→ DATA EXTRACTS
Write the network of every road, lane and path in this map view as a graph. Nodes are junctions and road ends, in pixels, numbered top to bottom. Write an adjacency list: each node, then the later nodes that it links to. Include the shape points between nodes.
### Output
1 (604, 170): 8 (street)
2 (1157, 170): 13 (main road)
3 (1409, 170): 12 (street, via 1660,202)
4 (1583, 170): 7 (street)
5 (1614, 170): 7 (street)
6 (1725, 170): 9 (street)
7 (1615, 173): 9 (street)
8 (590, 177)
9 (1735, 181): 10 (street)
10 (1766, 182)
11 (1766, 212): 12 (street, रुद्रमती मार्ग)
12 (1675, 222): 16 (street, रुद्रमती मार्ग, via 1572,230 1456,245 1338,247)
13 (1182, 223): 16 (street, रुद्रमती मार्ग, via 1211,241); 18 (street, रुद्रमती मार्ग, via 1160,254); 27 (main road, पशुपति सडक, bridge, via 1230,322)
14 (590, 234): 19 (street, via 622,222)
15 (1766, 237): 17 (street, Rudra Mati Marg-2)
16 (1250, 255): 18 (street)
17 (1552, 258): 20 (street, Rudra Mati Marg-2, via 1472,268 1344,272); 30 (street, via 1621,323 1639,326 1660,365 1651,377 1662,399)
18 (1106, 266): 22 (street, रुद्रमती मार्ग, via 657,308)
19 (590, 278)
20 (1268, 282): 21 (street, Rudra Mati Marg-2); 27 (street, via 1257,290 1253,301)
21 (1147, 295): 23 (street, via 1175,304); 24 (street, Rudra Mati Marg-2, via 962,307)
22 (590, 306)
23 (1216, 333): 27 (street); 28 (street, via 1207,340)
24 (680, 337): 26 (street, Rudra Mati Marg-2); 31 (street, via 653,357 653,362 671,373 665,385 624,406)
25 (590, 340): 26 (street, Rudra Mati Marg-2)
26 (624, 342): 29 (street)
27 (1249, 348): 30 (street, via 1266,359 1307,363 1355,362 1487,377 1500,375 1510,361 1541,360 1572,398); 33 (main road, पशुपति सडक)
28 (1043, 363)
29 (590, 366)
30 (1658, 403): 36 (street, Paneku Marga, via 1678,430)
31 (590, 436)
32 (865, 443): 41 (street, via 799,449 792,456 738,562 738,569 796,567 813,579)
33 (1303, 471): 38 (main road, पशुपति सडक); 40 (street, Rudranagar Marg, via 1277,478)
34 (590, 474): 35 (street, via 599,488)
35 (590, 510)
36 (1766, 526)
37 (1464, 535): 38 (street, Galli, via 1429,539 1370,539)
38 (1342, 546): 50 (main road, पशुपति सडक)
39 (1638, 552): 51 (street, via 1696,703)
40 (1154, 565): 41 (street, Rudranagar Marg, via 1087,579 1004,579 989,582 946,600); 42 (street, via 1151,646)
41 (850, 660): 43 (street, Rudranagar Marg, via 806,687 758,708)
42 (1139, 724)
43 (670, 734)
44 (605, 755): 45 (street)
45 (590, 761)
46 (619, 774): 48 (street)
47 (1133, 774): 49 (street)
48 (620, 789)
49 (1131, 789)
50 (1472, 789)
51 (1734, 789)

→ PROBLEM TO WORK ON
Find and copy each line above holding "Rudranagar".

→ TASK ANSWER
33 (1303, 471): 38 (main road, पशुपति सडक); 40 (street, Rudranagar Marg, via 1277,478)
40 (1154, 565): 41 (street, Rudranagar Marg, via 1087,579 1004,579 989,582 946,600); 42 (street, via 1151,646)
41 (850, 660): 43 (street, Rudranagar Marg, via 806,687 758,708)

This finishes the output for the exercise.